Abundantly rich in heritage, the Orkney Islands have been inhabited for over 5,500 years. Each successive culture has added to the legacy of Orkney. This legacy encompasses remarkable Neolithic sites, haunting wartime remains and stunning listed buildings. The Islands offer an unspoilt environment of breathtaking beauty and clarity.
The Orcadians are justifiably proud of their history, dialect and traditions; traditions which, since 1798, include Highland Park single malt Scotch whisky.


Highland Park will forever be associated with Magnus Eunson, the man often credited with the foundation of the distillery at the end of the 18th century. Eunson was a beadle (verger) by day and a smuggler by night, the latter operation based from his bothy on the High Park above Kirkwall where Highland Park Distillery now stands.
According to W. R. Mackintosh in Around the Orkney Peat-Fires (1898) Magnus ‘Mansie’ Eunson was “a flesher [butcher], beadle, and a successful smuggler. In addition to this he was a born character, brimful of pawky humour and resource, which extricated him from many a scrape.” Stories of smugglers are forever imbued with romance and poetic licence, the canny happy-go-lucky local outwitting the cowardly, corrupt and doltish representatives of the establishment; in these stories Eunson is shown as being brave and ingenious enough to enjoy many a narrow escape from the clutches of the exciseman.
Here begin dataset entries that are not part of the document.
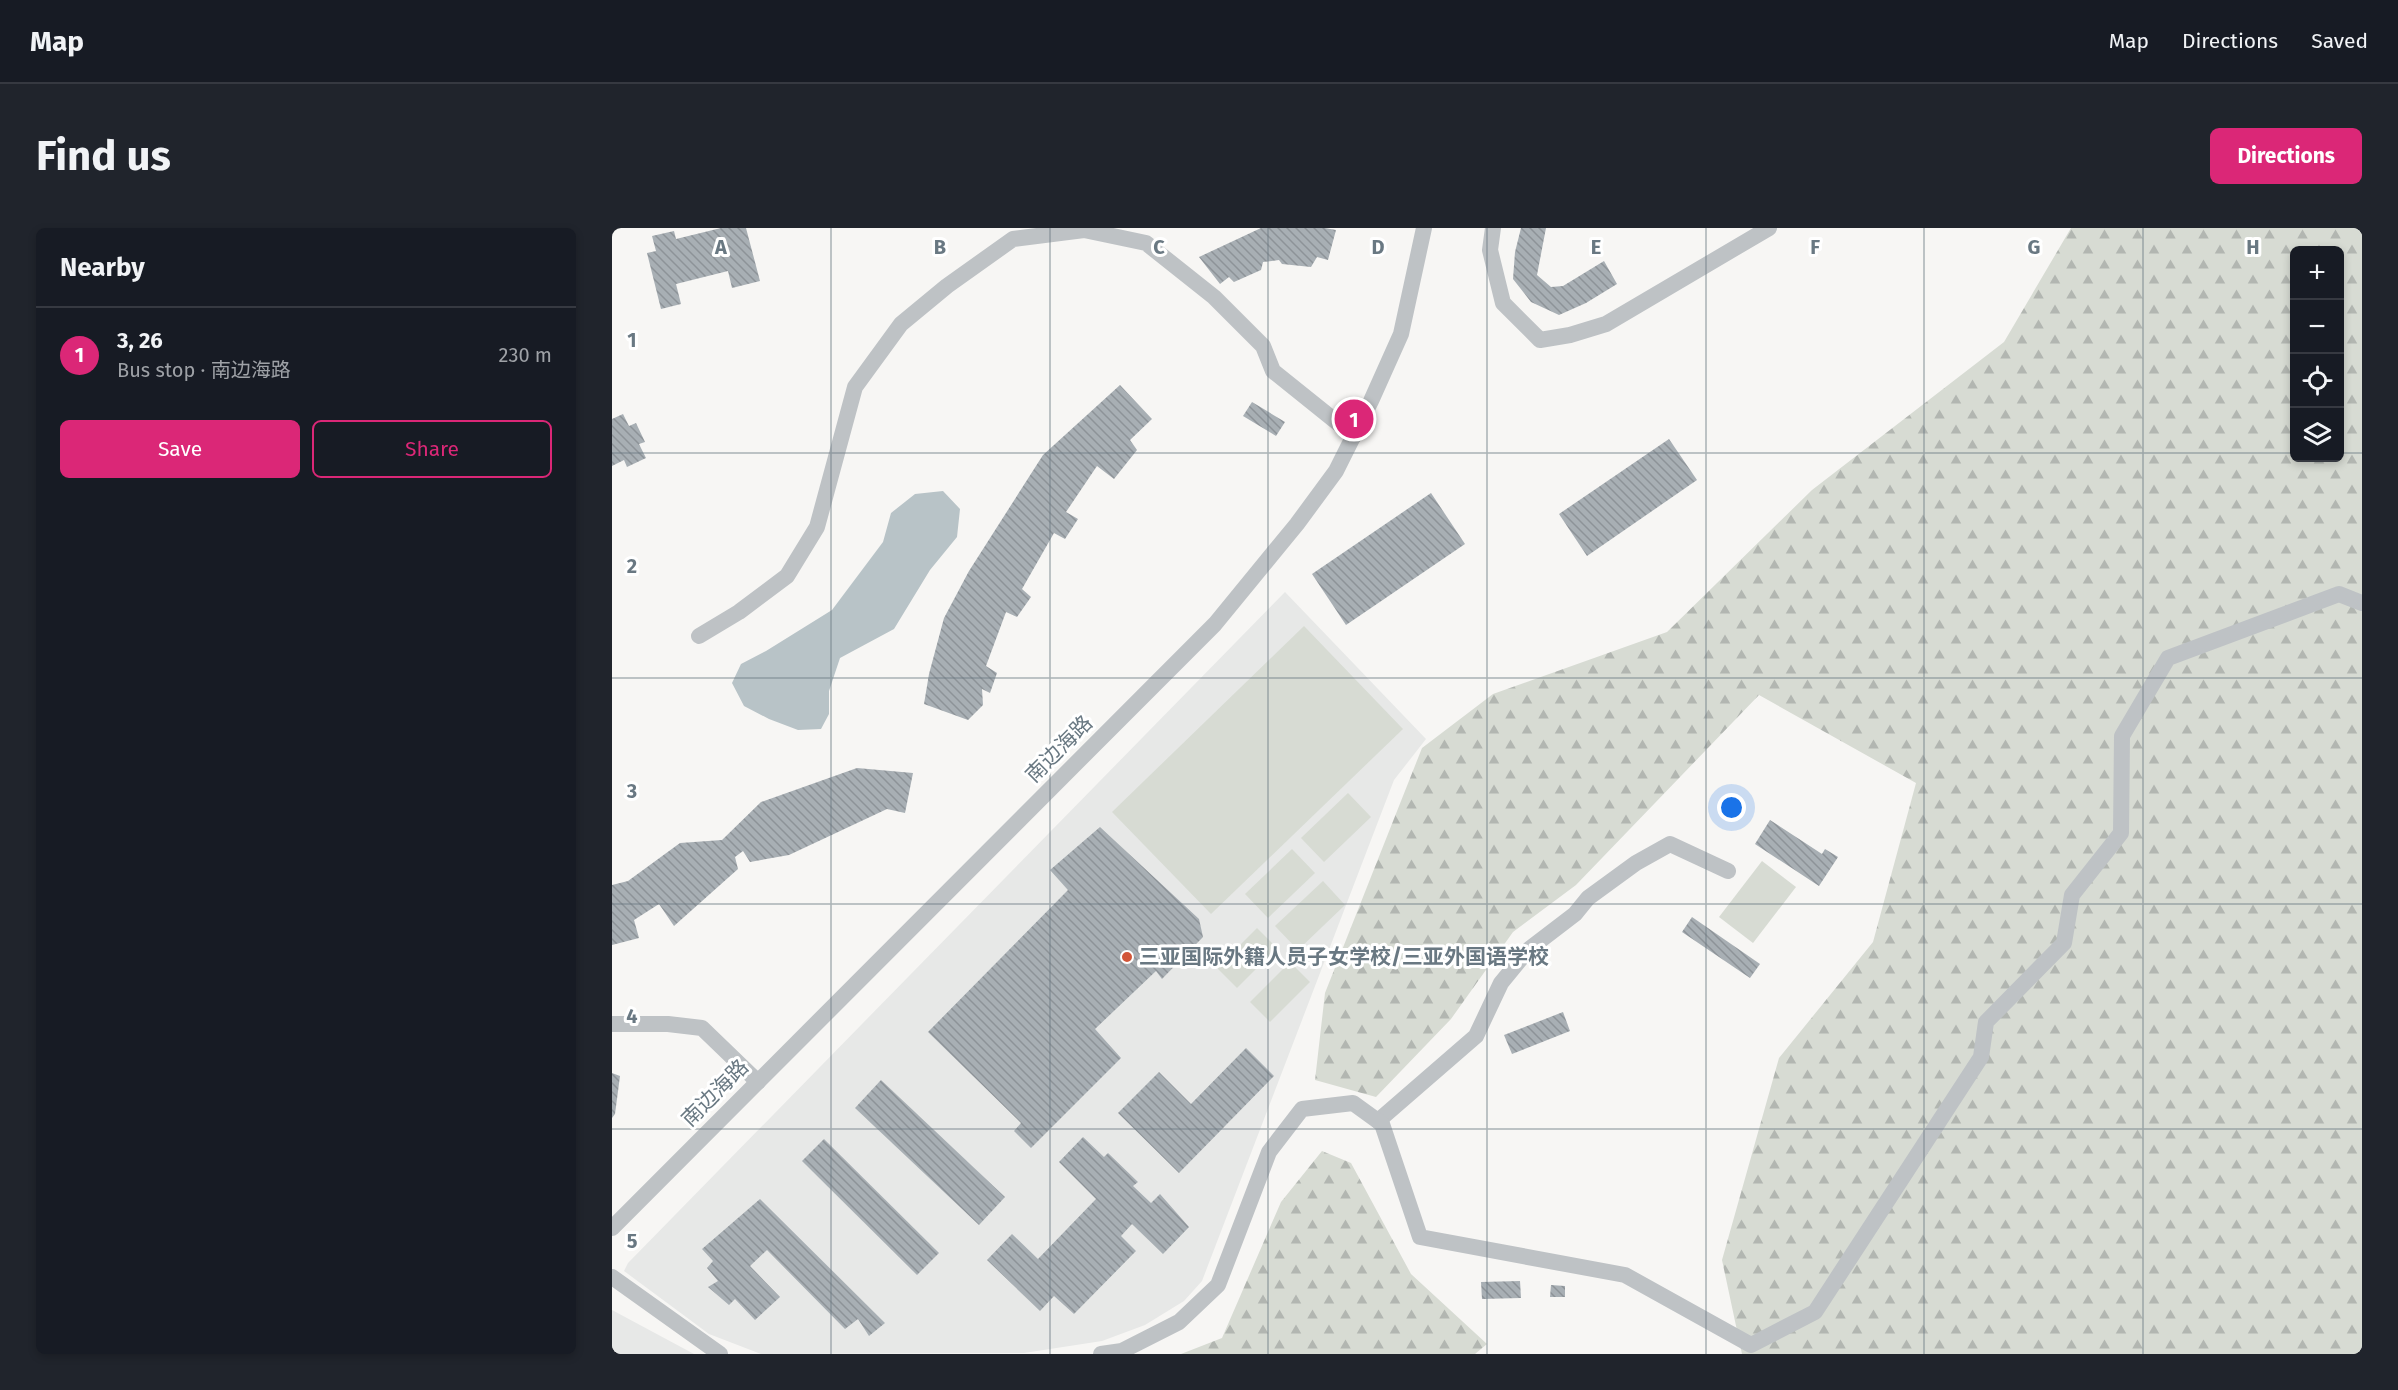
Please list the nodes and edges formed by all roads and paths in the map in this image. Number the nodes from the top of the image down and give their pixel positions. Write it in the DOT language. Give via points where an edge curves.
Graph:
graph roads {
  1 [pos="1424,228"];
  2 [pos="1493,228"];
  3 [pos="1769,228"];
  4 [pos="1354,436"];
  5 [pos="2362,603"];
  6 [pos="699,636"];
  7 [pos="1728,871"];
  8 [pos="612,1024"];
  9 [pos="758,1082"];
  10 [pos="1378,1121"];
  11 [pos="612,1228"];
  12 [pos="612,1277"];
  13 [pos="720,1354"];
  14 [pos="1101,1354"];
  1 -- 4 [label="street, 南边海路" via="1401,334"];
  2 -- 3 [label="street" via="1490,250 1503,303 1540,340 1606,324"];
  4 -- 6 [label="street" via="1272,371 1263,346 1214,297 1146,243 1084,230 1013,239 901,324 855,387 817,527 787,576"];
  4 -- 9 [label="street, 南边海路" via="1317,498 1215,624"];
  5 -- 10 [label="street" via="2339,594 2168,658 2122,736 2121,833 2072,895 2064,943 1986,1022 1981,1057 1815,1312 1751,1345 1625,1275 1420,1237"];
  7 -- 10 [label="street" via="1670,844 1636,863 1527,950 1501,984 1476,1036"];
  8 -- 9 [label="street" via="702,1028"];
  9 -- 11 [label="street, 南边海路"];
  10 -- 14 [label="street" via="1353,1103 1302,1109 1269,1152 1218,1285 1179,1322 1122,1351"];
  12 -- 13 [label="street"];
}
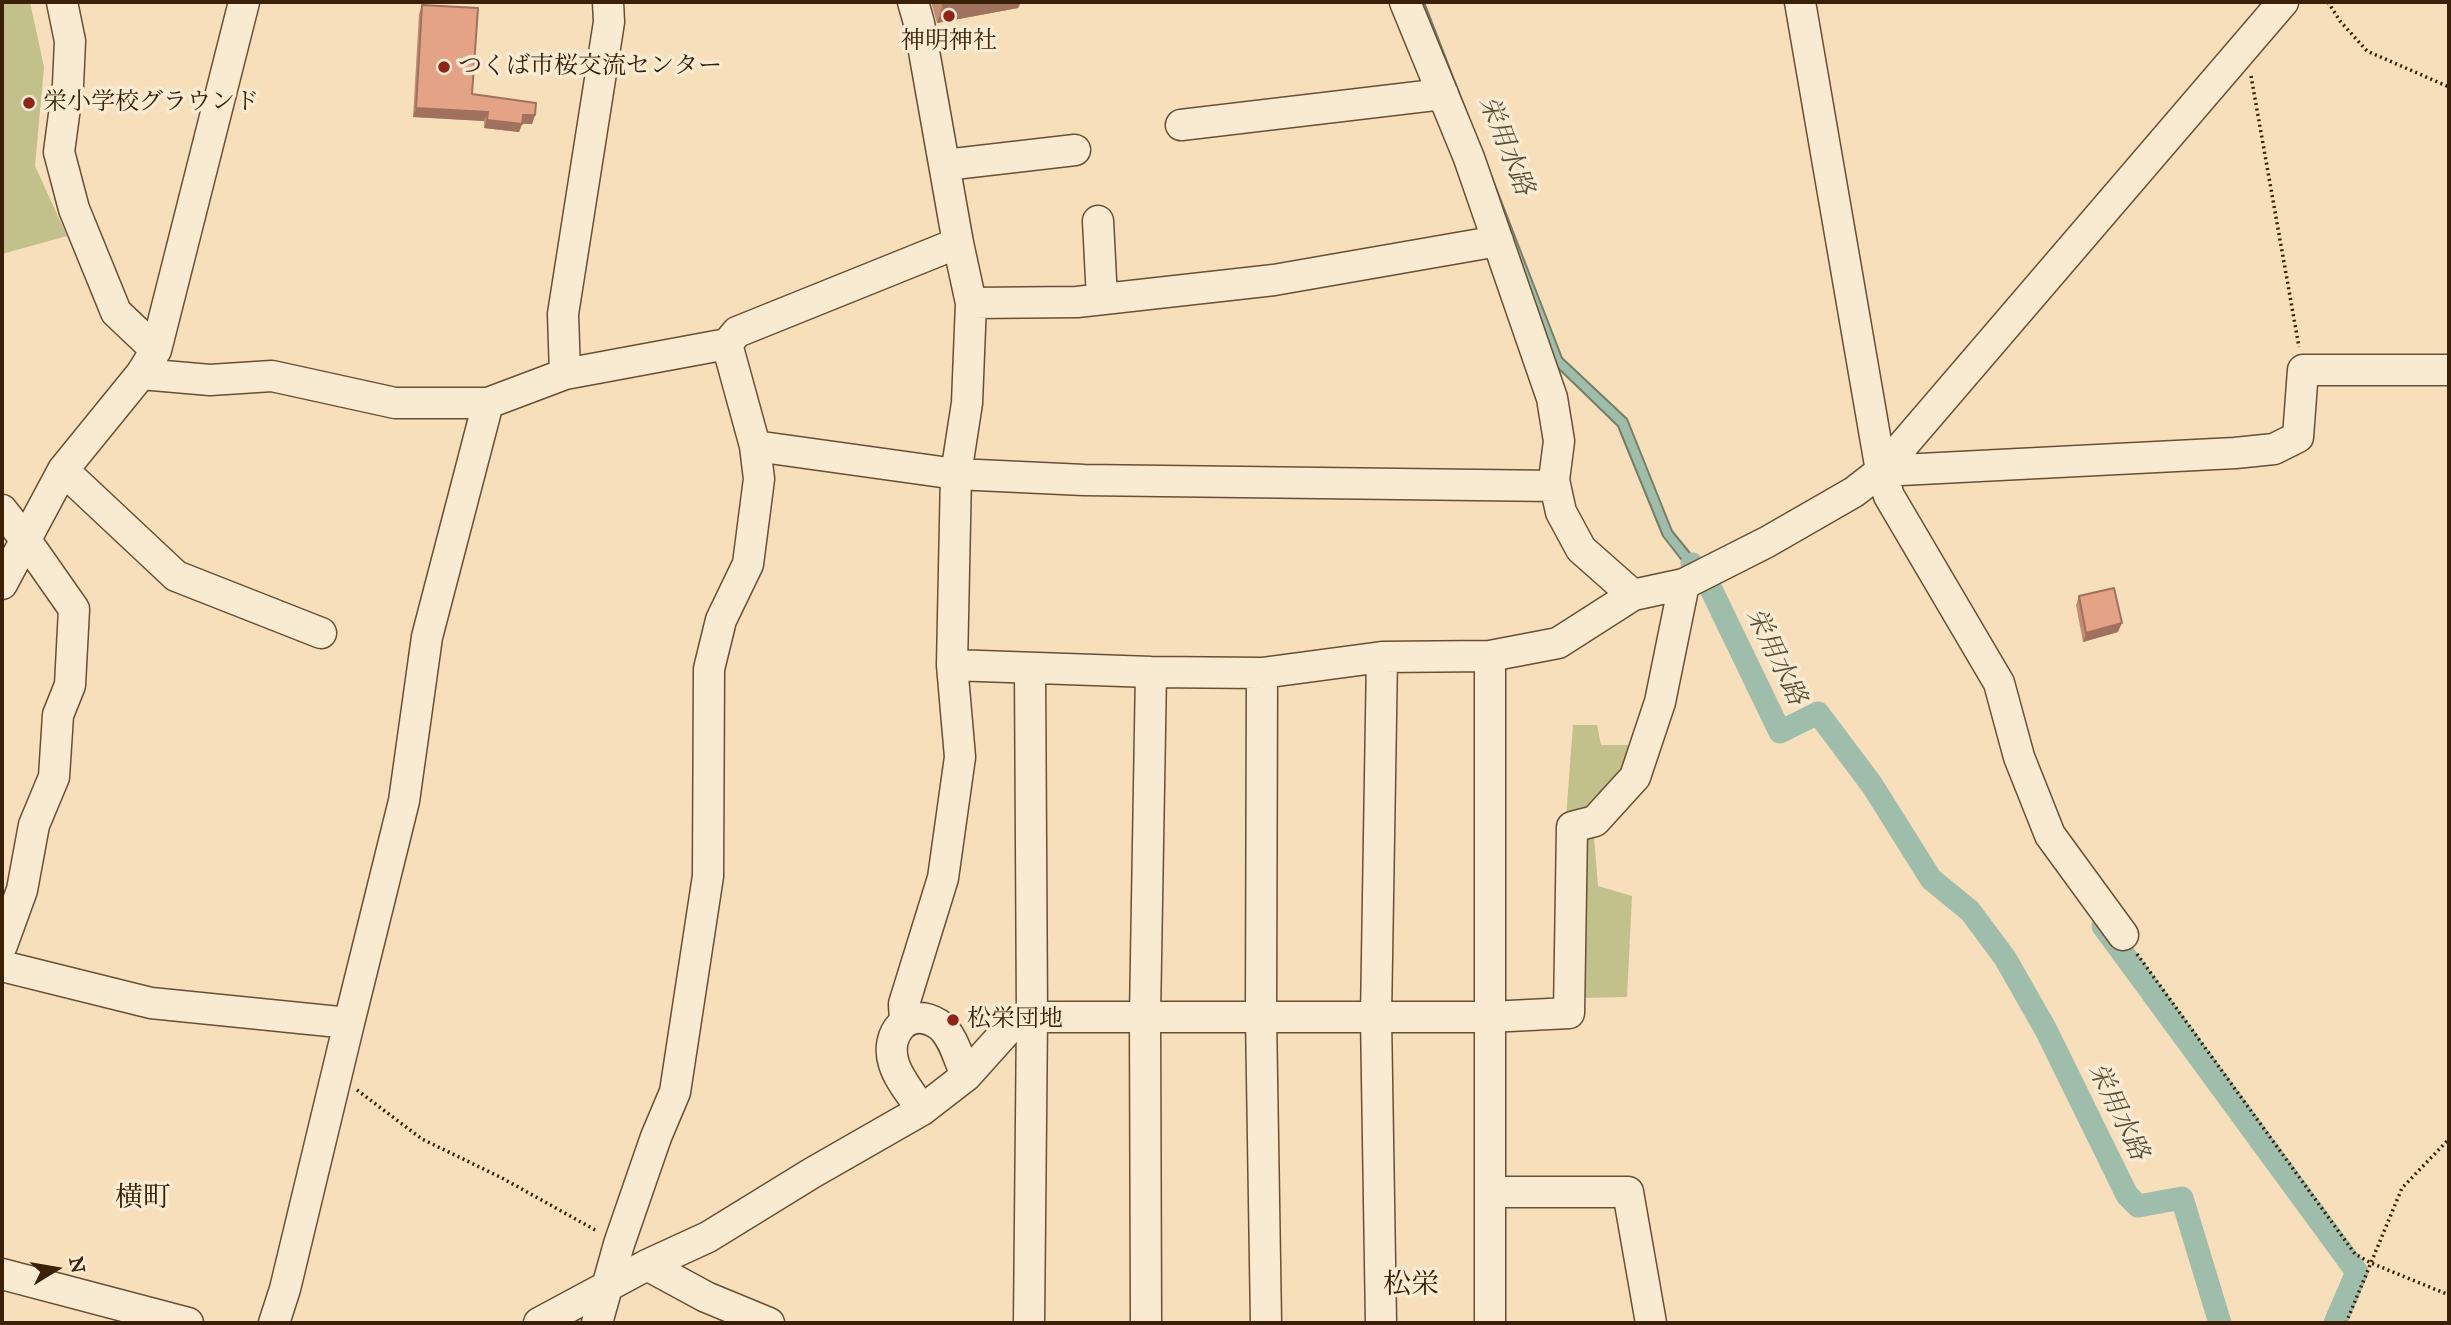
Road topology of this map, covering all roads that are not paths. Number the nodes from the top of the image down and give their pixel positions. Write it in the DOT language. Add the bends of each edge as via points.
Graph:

The best-known Eunson anecdote is recounted by Alfred Barnard in his seminal Whisky Distilleries of the United Kingdom (1887); “Hearing that the Church was to be searched for whisky by a new party of excisemen, Eunson had all the kegs removed to his house, placed in the middle of an empty room and covered with a clean white cloth. As the officers approached after their unsuccessful search in the church, Eunson gathered all his people, including the maidservants, round the whisky, which, with its covering of white, under which a coffin lid had been placed, looked like a bier. Eunson knelt at the head with the Bible in his hand and the others with their psalm books. As the door opened they set up a wail for the dead, and Eunson made a sign to the officers that it was a death and one of the attendants whispered “smallpox”. Immediately the officer and his men made off as fast as they could and left the smuggler for some time in peace.”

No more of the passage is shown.